映画のエンドロールに名前を載せたい──映画好きの方なら、そんな思いを抱いたことがあるかもしれない。ブロックチェーン技術を活用したセキュリティ・トークン(ST、デジタル証券)が、その夢を叶えてくれそうだ。
フィリップ証券(シンガポールに拠点をおくフィリップキャピタル・グループの日本法人)は12日、「エンターテインメント系デジタル証券(STO)記者発表会」を東京・兜町のKABUTO ONEで開催。同社STの第一号案件として、映画『宝島』(2025年公開予定)の映画製作委員会への出資で得られる権利をセキュリティ・トークン(デジタル証券)化して小口販売すると発表した。

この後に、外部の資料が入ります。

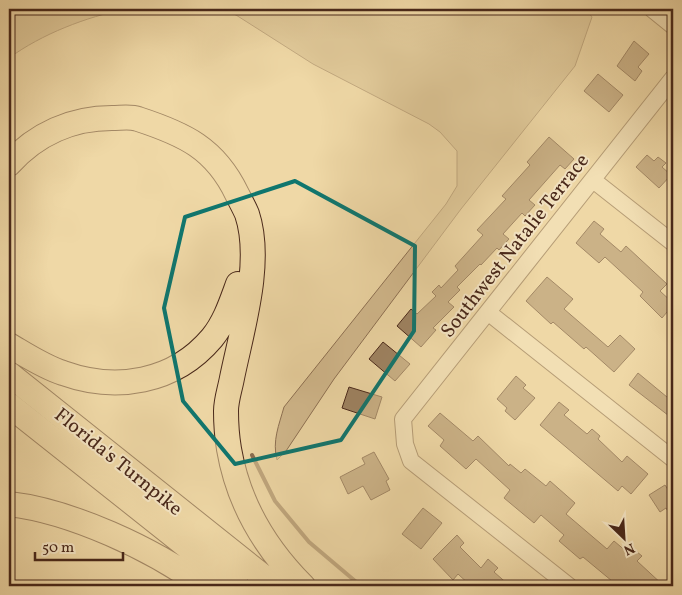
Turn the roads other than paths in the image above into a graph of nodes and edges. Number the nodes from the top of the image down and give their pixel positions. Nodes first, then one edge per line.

「映画デジタル証券・フィルムメーカーズプロジェクト1 – HERO’s ISLAND」は、発表資料によると「劇場配給、ビデオセル、放送権の販売等から得られる収益を運用利回り」とするセキュリティ・トークン。また投資口数に応じて「特典映像、劇場用宣伝ポスター等のグッズ取得や、試写会等の限定イベントへの参加、エンドロールへのクレジット表示等、特別な経験や体験ができる商品」という。
STの概要は以下で伝えたとおり。ここでは、スキームの詳細やフィリップ証券がセキュリティ・トークンに取り組んだ経緯などを取り上げる。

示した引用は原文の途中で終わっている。